The graphs show data over a period of just a few minutes on September 2 with each color (right axis) showing how many particles are present at a given energy (left axis). Red represents higher numbers — and the spike in the middle shows that the particle count was in the millions across a wide range of energies.  Because ELFIN can also determine the direction in which the particles are traveling relative to the Earth’s magnetic field — a measurement known as pitch angle — they can figure out which of these particles are circling around Earth, trapped by the magnetic fields, versus those that are raining down out of the belts toward our planet. ELFIN is the first satellite to quickly survey the whole latitudinal range of the radiation belts with this capability — taking measurements of pitch angle while simultaneously measuring the particles’ energies at high resolution.

In this case, the particles were falling into Earth’s atmosphere as it flew over Norway and the North Sea. Having seen a precipitation event, the scientists looked to see if they could identify what caused it. Particles typically get dislodged by electromagnetic waves pushing them out of orbit. Different waves dislodge particles with different energies or different travel directions. By looking at the distribution of particles that fell into the atmosphere, the scientists hoped to find out which type of wave was responsible. In particular, ELFIN scientists are looking to see if a type of wave known as an electromagnetic ion cyclotron wave, or EMIC wave, can scatter these particles into Earth’s atmosphere. This type of wave typically knocks down only high-energy particles — those with energies above 900,000 electronvolts.

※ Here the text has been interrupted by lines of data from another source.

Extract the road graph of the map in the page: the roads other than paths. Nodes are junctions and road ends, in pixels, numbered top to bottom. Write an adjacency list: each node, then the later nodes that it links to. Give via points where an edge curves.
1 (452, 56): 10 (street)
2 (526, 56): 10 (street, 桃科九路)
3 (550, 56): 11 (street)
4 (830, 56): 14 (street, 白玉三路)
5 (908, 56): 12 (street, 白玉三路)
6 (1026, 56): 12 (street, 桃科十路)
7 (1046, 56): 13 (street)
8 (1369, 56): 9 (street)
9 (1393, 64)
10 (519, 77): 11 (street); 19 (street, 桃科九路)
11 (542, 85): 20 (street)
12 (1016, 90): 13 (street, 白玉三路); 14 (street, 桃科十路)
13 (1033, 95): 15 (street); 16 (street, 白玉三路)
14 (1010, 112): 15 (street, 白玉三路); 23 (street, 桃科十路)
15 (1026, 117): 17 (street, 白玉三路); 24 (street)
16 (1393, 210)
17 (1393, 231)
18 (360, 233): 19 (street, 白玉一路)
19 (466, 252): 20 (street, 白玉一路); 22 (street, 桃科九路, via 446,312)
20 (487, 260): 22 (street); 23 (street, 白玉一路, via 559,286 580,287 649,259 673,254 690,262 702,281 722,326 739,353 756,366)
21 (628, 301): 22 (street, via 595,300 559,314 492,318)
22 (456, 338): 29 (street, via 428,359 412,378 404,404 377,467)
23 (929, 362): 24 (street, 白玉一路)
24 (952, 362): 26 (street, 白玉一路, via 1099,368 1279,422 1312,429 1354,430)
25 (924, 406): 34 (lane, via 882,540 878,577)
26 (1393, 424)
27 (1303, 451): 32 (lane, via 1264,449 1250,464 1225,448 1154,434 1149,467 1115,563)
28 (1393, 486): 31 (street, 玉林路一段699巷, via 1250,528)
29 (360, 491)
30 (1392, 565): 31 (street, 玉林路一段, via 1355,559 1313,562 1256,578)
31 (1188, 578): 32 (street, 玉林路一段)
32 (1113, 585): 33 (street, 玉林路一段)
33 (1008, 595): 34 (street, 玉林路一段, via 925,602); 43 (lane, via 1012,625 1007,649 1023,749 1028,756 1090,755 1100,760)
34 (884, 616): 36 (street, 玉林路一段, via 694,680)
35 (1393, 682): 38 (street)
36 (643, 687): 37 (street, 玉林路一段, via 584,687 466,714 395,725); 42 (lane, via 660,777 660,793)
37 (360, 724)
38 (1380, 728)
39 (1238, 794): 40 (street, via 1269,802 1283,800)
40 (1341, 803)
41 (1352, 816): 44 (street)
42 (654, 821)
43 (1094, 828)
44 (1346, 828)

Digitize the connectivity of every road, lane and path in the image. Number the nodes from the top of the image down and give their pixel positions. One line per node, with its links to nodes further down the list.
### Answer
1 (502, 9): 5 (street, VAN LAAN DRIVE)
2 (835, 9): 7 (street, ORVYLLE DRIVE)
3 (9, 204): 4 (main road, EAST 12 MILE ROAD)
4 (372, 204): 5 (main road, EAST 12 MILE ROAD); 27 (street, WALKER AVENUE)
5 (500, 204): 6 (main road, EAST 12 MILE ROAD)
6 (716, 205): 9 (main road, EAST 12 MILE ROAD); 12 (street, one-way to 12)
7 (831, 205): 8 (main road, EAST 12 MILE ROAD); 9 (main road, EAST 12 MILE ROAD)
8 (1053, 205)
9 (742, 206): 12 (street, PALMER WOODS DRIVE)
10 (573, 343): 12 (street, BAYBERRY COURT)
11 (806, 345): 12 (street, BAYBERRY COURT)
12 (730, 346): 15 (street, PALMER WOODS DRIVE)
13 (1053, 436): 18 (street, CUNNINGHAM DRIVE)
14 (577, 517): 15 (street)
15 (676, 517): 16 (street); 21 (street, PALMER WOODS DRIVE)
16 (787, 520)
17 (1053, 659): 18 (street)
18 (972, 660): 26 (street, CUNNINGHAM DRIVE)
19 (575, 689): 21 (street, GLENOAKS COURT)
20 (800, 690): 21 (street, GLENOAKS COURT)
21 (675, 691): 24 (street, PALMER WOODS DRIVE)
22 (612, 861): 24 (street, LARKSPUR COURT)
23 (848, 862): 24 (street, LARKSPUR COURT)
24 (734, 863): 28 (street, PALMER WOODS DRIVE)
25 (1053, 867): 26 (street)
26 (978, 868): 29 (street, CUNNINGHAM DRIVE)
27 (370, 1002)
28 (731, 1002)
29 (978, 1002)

In the ELFIN observations of all pitch angles, there is a distinct spike in the number of particles seen above 900,000 electronvolts (lower panel), which scientists suspect is caused by EMIC waves. Credit: UCLA ELFIN/NASA

The measurements, shown in the bottom panel of the graph above, show a spike of precipitating particles at these high energies, suggesting EMIC waves might be involved. But since it did not also measure EMIC waves, which often occur farther out from where the particles precipitate, the case is not yet closed. The mission expects to answer this question as it continues to collect data over the next one and a half years.

Other NASA missions — like the Magnetospheric Multiscale mission and the Time History of Events and Macroscale Interactions during Substorms mission, which orbit farther out — may be able to collaborate with ELFIN by directly measuring the EMIC waves near the equator that launch the particles, which follow along magnetic field lines all the way down to ELFIN. These types of conjunction measurements from different instruments and vantage points will allow scientists to learn more about EMIC waves scattering phenomena than any single-point observation could.

ELFIN was developed at the University of California, Los Angeles, where over 200 students have contributed to the mission. The mission is funded by NASA and the National Science Foundation.